-- Source data --
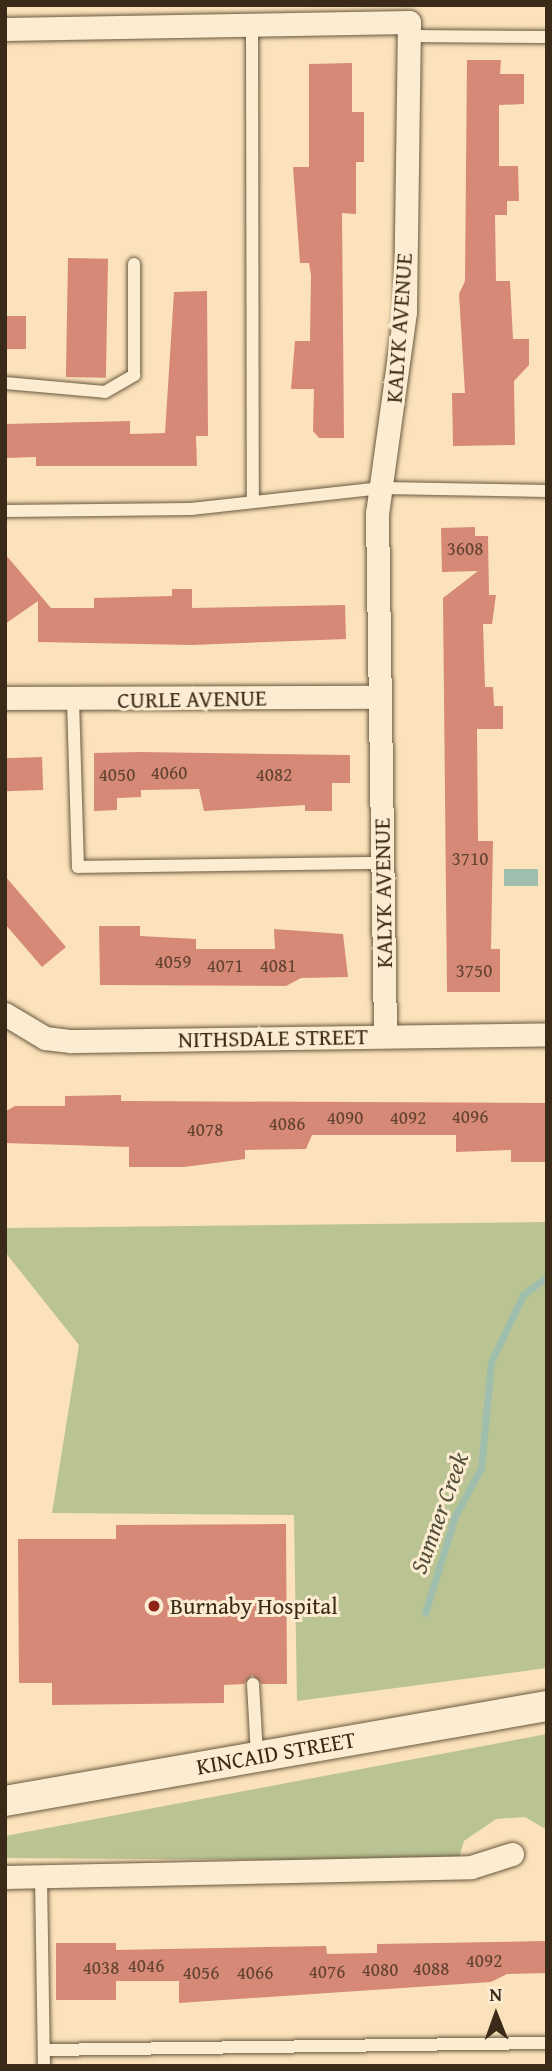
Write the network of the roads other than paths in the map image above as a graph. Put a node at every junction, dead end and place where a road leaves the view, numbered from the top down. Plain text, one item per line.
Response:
1 (252, 26) junction
2 (5, 29) edge
3 (409, 36) junction
4 (547, 37) edge
5 (134, 264) dead end
6 (5, 383) edge
7 (382, 488) junction
8 (547, 491) edge
9 (253, 500) junction
10 (5, 511) edge
11 (380, 697) junction
12 (5, 698) edge
13 (73, 700) junction
14 (382, 863) junction
15 (5, 1014) edge
16 (547, 1034) edge
17 (385, 1036) junction
18 (253, 1684) dead end
19 (547, 1706) edge
20 (257, 1756) junction
21 (5, 1801) edge
22 (512, 1854) dead end
23 (5, 1877) edge
24 (41, 1877) junction
25 (547, 2043) edge
26 (44, 2050) junction
27 (44, 2066) edge

1 - 2 street
1 - 3 street
1 - 9 lane
3 - 4 lane
3 - 7 street, KALYK AVENUE
5 - 6 lane
7 - 8 lane
7 - 9 lane
7 - 11 street, KALYK AVENUE
9 - 10 lane
11 - 13 street, CURLE AVENUE
11 - 14 street, KALYK AVENUE
12 - 13 street, CURLE AVENUE
13 - 14 lane
14 - 17 street, KALYK AVENUE
15 - 17 street, NITHSDALE STREET
16 - 17 street, NITHSDALE STREET
18 - 20 lane
19 - 20 street, KINCAID STREET
20 - 21 street, KINCAID STREET
22 - 24 street
23 - 24 street
24 - 26 lane
25 - 26 lane
26 - 27 lane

-- Task item --
Please repeat each record above precisely, with the pictures left out.

-- Output of the task --
Write the network of the roads other than paths in the map image above as a graph. Put a node at every junction, dead end and place where a road leaves the view, numbered from the top down. Plain text, one item per line.
Response:
1 (252, 26) junction
2 (5, 29) edge
3 (409, 36) junction
4 (547, 37) edge
5 (134, 264) dead end
6 (5, 383) edge
7 (382, 488) junction
8 (547, 491) edge
9 (253, 500) junction
10 (5, 511) edge
11 (380, 697) junction
12 (5, 698) edge
13 (73, 700) junction
14 (382, 863) junction
15 (5, 1014) edge
16 (547, 1034) edge
17 (385, 1036) junction
18 (253, 1684) dead end
19 (547, 1706) edge
20 (257, 1756) junction
21 (5, 1801) edge
22 (512, 1854) dead end
23 (5, 1877) edge
24 (41, 1877) junction
25 (547, 2043) edge
26 (44, 2050) junction
27 (44, 2066) edge

1 - 2 street
1 - 3 street
1 - 9 lane
3 - 4 lane
3 - 7 street, KALYK AVENUE
5 - 6 lane
7 - 8 lane
7 - 9 lane
7 - 11 street, KALYK AVENUE
9 - 10 lane
11 - 13 street, CURLE AVENUE
11 - 14 street, KALYK AVENUE
12 - 13 street, CURLE AVENUE
13 - 14 lane
14 - 17 street, KALYK AVENUE
15 - 17 street, NITHSDALE STREET
16 - 17 street, NITHSDALE STREET
18 - 20 lane
19 - 20 street, KINCAID STREET
20 - 21 street, KINCAID STREET
22 - 24 street
23 - 24 street
24 - 26 lane
25 - 26 lane
26 - 27 lane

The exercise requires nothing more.